I Am a Practice Manager
Not only will the practice managers have to oversee these ICD-10 implementations across all departments, they will also be responsible for revising any policy or procedure associated with tracking, disease management, or diagnosis codes. Additionally, they will need to make sure that all payer and vendor contracts are evaluated and updated, and that budgets have been created to reflect the need for new contracts, paperwork and software changes.
Everyone on staff will need a certain amount of training, it is the practice manager who will need to come up with a training plan, that is the most relevant to each staff member’s role. They will also need to consider the best medium for training, i.e., online, in-person or on-site training.
And finally, practice managers must be in charge of ensuring that there is strong and clear communication between all departments. Even with extensive training and support, to err is human, and mistakes will no doubt occur without effective and open channels of communication.
There is no indication that the ICD-10 deadline will once again be extended, so it is better to be prepared rather than hope for a miracle.

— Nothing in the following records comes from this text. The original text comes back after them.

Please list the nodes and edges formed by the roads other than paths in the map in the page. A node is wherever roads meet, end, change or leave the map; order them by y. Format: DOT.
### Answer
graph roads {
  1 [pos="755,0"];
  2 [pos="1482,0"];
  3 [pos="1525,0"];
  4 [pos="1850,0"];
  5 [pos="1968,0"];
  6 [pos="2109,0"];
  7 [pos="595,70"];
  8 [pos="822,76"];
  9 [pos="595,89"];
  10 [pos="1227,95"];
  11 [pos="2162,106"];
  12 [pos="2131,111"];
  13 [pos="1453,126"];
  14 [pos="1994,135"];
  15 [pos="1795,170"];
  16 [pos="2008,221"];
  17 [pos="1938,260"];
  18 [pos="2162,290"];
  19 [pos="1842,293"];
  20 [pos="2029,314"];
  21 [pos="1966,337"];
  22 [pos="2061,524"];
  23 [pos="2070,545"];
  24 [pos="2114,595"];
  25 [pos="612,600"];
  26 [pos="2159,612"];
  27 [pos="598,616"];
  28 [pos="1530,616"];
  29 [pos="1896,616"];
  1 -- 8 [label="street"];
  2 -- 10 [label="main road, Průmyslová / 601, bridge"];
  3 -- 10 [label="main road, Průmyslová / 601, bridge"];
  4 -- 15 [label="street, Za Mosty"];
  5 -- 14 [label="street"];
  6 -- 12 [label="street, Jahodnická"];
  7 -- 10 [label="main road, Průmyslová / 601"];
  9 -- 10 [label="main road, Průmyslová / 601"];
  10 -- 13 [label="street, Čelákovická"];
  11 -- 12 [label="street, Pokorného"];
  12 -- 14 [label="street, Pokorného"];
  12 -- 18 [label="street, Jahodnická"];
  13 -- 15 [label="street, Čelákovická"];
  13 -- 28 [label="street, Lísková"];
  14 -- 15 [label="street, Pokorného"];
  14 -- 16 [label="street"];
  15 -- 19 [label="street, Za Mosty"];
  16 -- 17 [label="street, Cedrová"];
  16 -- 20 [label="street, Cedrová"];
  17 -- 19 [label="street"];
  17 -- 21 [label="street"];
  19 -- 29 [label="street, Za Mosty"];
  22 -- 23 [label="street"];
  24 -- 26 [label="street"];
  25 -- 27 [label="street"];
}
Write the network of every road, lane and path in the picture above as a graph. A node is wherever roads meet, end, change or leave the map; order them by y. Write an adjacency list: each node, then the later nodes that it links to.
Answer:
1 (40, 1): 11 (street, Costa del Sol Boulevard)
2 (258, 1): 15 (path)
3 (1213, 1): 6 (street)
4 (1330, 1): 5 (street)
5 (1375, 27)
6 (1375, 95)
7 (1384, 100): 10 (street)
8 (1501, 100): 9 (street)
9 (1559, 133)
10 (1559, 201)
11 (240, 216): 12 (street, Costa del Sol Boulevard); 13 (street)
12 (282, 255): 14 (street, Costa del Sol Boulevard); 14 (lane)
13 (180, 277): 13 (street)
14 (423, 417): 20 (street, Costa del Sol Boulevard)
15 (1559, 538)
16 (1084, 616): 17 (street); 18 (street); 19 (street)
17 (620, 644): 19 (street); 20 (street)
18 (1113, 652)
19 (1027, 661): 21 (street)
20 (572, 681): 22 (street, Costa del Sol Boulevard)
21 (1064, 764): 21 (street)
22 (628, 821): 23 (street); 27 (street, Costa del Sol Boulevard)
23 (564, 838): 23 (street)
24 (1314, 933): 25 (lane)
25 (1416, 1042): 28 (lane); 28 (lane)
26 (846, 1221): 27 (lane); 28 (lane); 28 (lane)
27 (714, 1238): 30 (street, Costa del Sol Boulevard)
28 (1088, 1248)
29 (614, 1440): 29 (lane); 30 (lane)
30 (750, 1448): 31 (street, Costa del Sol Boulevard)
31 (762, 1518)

Now is the time to gather staff and analyze how these significant changes will affect your practice, and to determine how best to prepare for them. If you haven’t done so already, get your staff trained, and recognize that this training will be an ongoing process. Though the clock is ticking, there is still some time left to prepare, and it is the preparation that will protect your revenue and cash flow, which is no doubt your biggest concern right now.